Opinion Editorial on Redistricting Prisoners
New York’s Redistricting CharadeEditorial
New York’s legislative redistricting committee is holding public hearings around the state, but the exercise is a sham. The new political districts are being drawn in secret for one overriding purpose: to protect party majorities and incumbents, often for life.
If the Legislature resists, Governor Cuomo should quickly name an informal, independent group to create alternative maps that would keep communities together, have about the same number of voters per district and count prisoners in their home districts, not where they are incarcerated. His maps could be useful if courts look for guidance to redistrict fairly after a veto.
Here are some issues that need to be resolved soon:
¶New York lost two Congressional seats, going from 29 seats to 27 as a result of the 2010 census. In the past, legislators simply agreed to eliminate one Democratic district and one Republican. They should, instead, be drawing lines in ways that keep communities together.
¶While Congressional districts must have the same number of voters, there is no such requirement for state legislative districts. An urban district can end up with 10 percent more voters than a rural district upstate. Governor Cuomo should resist attempts to make the difference greater than a total of 2 percent.

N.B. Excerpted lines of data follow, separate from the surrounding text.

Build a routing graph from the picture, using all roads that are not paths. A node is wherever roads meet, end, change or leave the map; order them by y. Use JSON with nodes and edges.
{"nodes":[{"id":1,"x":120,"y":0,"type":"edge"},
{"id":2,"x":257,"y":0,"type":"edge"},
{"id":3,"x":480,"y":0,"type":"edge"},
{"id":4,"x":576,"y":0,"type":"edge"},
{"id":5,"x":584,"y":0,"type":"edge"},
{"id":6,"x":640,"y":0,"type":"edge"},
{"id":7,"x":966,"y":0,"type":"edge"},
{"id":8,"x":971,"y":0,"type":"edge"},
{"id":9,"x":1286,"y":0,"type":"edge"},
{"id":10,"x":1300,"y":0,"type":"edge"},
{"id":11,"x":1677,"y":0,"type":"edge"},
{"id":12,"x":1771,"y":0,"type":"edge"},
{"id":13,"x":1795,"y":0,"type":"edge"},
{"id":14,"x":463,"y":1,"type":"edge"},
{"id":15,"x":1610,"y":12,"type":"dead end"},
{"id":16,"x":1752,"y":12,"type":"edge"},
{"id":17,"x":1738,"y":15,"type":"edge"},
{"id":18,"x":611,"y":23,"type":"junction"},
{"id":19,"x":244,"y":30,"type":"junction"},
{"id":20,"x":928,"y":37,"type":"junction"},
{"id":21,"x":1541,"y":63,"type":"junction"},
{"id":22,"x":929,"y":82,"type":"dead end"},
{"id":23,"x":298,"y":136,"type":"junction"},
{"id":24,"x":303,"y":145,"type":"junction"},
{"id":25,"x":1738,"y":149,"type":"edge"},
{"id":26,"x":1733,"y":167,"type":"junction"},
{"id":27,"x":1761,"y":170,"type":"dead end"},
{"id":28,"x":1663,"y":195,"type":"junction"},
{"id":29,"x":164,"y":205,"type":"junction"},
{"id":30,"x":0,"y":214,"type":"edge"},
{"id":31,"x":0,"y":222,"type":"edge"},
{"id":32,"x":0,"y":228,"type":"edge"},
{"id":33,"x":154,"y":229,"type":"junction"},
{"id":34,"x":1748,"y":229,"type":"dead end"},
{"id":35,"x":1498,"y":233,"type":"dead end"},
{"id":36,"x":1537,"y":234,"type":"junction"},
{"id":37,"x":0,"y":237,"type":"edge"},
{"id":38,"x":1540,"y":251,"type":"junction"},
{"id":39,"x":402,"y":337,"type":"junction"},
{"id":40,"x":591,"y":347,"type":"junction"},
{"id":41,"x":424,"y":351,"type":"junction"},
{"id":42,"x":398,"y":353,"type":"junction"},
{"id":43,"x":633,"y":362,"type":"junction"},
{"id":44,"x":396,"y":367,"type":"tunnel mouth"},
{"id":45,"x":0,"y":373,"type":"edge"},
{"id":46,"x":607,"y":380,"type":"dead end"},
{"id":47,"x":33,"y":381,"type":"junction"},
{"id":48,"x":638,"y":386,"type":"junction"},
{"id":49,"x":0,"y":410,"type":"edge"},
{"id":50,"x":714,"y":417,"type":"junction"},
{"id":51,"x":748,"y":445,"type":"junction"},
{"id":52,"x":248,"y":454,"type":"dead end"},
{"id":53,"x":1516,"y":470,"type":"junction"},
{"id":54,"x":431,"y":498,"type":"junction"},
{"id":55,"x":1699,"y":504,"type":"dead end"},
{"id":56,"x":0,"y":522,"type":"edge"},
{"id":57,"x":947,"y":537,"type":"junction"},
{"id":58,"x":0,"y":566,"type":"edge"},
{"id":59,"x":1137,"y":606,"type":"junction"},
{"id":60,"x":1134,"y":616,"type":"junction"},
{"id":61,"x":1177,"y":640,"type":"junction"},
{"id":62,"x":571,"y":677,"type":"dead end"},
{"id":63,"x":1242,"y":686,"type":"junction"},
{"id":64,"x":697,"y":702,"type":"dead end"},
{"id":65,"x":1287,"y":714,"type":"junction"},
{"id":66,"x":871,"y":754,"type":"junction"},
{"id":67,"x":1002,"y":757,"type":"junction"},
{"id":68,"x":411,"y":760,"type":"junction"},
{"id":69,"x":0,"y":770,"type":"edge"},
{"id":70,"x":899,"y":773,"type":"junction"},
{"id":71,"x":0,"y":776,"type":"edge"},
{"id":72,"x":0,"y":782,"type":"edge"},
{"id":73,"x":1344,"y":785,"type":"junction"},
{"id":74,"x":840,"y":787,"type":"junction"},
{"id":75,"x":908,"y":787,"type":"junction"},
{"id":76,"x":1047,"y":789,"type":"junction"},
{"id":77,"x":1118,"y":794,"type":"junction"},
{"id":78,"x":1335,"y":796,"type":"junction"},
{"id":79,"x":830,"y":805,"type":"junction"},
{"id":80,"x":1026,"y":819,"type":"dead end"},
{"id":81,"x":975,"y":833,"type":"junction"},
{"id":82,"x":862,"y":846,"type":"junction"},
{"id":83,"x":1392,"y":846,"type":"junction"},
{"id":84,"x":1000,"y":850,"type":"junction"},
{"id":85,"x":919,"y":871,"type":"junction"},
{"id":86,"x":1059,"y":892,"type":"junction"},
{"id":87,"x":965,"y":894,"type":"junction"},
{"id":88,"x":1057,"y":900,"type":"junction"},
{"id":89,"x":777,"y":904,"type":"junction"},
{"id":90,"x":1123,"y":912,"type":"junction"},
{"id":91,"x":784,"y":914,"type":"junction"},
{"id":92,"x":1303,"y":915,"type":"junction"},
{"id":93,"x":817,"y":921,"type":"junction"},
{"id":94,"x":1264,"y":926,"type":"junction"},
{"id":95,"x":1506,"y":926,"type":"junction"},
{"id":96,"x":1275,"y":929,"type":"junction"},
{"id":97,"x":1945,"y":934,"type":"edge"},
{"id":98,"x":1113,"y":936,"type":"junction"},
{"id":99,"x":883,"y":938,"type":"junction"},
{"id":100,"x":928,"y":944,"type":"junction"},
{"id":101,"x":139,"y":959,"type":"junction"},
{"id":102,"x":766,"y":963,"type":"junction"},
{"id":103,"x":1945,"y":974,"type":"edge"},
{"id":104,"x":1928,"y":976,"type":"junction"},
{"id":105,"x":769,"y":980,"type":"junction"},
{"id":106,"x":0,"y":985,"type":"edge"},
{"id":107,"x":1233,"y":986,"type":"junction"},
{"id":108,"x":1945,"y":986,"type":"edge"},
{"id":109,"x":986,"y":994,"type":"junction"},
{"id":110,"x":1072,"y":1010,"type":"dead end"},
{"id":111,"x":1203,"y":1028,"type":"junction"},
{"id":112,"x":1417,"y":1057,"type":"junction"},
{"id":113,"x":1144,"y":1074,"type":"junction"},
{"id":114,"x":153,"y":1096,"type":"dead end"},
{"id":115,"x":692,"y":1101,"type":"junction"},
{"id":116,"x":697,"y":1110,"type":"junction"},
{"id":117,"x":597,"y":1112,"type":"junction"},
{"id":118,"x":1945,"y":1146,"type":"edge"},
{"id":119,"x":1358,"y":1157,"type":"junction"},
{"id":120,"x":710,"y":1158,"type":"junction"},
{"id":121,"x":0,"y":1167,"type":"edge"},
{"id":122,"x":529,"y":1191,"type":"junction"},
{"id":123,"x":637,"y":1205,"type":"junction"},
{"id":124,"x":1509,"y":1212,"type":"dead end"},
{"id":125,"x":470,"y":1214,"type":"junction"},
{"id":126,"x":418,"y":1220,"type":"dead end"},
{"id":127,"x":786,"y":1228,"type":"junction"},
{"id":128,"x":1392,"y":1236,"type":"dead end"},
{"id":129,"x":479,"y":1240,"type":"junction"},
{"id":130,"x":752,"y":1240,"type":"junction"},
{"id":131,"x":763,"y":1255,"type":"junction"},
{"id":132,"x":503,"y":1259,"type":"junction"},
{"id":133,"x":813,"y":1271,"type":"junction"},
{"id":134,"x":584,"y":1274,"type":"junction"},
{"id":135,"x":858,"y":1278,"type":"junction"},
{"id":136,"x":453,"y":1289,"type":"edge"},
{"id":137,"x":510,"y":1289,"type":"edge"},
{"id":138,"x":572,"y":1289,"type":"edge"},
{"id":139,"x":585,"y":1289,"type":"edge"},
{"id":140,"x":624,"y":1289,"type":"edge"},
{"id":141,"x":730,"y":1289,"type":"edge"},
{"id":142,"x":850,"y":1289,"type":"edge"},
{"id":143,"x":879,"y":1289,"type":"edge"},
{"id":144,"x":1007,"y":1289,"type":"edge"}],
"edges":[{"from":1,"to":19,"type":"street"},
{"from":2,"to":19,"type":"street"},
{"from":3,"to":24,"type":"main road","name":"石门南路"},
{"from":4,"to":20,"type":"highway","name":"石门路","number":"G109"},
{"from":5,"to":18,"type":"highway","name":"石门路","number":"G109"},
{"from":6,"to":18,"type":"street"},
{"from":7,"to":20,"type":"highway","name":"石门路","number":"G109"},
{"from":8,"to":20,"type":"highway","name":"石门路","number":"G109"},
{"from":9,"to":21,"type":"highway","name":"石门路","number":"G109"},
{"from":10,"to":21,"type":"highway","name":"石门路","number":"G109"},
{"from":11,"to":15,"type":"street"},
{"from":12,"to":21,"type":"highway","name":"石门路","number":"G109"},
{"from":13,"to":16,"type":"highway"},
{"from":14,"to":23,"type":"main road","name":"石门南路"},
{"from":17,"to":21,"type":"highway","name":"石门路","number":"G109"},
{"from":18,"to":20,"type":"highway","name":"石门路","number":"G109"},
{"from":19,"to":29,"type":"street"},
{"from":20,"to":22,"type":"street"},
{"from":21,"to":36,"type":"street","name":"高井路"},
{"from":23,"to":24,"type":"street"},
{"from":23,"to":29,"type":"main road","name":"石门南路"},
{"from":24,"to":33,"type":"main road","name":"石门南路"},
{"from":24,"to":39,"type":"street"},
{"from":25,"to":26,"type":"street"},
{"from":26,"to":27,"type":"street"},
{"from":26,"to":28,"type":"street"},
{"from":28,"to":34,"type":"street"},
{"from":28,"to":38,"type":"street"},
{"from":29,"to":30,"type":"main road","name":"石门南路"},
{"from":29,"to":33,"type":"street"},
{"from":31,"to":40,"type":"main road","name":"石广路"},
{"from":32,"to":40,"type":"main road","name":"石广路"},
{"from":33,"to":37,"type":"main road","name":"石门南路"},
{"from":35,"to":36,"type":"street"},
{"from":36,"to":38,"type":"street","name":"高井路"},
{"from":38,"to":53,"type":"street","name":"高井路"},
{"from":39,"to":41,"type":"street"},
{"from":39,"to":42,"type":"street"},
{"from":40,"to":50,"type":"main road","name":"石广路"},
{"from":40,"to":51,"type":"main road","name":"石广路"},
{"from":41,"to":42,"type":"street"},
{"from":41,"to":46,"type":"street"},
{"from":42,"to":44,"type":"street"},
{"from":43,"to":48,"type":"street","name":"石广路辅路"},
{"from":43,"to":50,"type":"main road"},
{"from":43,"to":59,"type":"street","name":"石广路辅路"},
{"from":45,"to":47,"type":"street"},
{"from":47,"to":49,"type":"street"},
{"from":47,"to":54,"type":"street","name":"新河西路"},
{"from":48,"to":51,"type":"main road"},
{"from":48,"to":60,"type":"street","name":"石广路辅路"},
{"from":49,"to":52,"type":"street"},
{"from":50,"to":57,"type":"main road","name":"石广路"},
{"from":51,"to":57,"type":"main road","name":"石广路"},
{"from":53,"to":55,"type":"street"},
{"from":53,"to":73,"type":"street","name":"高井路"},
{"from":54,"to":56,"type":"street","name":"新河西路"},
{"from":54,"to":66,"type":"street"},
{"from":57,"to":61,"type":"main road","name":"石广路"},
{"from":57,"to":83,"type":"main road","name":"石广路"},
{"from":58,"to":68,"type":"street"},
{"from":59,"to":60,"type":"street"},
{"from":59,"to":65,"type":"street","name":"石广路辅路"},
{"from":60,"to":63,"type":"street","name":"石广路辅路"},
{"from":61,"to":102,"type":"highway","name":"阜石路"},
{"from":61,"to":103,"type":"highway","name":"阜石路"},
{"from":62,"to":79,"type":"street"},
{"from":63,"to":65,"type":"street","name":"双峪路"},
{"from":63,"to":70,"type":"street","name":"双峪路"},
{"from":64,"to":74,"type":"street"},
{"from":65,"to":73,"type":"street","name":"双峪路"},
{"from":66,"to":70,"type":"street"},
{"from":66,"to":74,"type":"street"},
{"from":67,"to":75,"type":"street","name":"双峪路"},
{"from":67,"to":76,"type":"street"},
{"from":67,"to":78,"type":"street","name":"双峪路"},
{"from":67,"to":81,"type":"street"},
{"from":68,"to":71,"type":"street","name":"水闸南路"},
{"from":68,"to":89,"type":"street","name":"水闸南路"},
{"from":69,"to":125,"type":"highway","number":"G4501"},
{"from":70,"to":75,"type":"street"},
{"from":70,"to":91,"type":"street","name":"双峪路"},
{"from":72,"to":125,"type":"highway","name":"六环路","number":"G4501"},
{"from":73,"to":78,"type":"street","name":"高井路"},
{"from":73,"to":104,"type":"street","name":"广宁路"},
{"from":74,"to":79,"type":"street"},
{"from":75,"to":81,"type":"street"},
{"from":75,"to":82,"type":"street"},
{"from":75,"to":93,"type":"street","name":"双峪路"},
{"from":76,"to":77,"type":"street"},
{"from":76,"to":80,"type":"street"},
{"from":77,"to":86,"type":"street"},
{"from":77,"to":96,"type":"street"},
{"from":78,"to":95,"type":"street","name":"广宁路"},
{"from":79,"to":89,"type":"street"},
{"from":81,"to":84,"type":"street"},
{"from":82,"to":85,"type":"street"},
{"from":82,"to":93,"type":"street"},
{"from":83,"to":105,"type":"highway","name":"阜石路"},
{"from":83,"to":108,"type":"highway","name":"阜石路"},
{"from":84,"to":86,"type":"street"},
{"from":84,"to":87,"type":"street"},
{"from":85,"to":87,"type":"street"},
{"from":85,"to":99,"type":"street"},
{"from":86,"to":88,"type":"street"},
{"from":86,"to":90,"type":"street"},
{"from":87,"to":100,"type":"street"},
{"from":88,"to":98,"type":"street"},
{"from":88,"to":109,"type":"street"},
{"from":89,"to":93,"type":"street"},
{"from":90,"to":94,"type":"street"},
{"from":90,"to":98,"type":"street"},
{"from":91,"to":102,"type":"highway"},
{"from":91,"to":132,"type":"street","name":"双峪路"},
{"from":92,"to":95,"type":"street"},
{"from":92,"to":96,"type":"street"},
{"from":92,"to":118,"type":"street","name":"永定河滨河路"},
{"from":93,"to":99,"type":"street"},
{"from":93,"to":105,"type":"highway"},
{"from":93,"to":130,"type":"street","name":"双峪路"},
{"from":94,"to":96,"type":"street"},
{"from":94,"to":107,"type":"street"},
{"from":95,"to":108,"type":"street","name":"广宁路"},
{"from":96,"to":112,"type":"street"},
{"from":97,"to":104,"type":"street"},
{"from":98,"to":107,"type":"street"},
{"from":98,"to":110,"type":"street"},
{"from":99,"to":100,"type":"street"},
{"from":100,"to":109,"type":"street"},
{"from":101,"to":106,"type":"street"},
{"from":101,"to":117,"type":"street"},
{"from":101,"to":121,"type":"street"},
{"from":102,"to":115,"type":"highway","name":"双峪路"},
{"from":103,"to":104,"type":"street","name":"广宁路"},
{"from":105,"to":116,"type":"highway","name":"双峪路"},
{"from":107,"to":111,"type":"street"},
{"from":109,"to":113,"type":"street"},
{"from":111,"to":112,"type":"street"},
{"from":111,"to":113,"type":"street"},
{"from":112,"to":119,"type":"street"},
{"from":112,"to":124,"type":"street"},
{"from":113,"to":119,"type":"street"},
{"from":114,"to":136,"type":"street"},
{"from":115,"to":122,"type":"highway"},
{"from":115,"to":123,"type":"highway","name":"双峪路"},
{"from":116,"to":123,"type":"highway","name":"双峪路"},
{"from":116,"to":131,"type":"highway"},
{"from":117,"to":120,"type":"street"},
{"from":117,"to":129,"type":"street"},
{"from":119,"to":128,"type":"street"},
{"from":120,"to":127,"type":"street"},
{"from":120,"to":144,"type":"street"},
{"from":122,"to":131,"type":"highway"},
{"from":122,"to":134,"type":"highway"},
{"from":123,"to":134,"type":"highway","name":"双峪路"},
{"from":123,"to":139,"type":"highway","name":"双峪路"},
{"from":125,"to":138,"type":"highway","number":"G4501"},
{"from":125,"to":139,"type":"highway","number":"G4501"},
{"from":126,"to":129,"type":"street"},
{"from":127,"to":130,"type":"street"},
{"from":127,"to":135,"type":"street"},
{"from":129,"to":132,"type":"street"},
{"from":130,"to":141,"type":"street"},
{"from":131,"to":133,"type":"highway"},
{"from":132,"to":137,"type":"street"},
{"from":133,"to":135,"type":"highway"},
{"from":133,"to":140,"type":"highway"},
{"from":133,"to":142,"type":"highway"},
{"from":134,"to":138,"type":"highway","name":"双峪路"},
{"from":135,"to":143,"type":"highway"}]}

¶The new district lines need to be in place by early 2012 so that candidates can adjust their campaigns. The deadline could be earlier if New York needs to push its primary into early summer to allow time to send absentee ballots overseas.
Governor Cuomo must resist delaying tactics from lawmakers. He should press for a truly independent commission now to map districts in a straightforward way. Without meaningful reform very soon, New York could be stuck with the morass in Albany for another decade.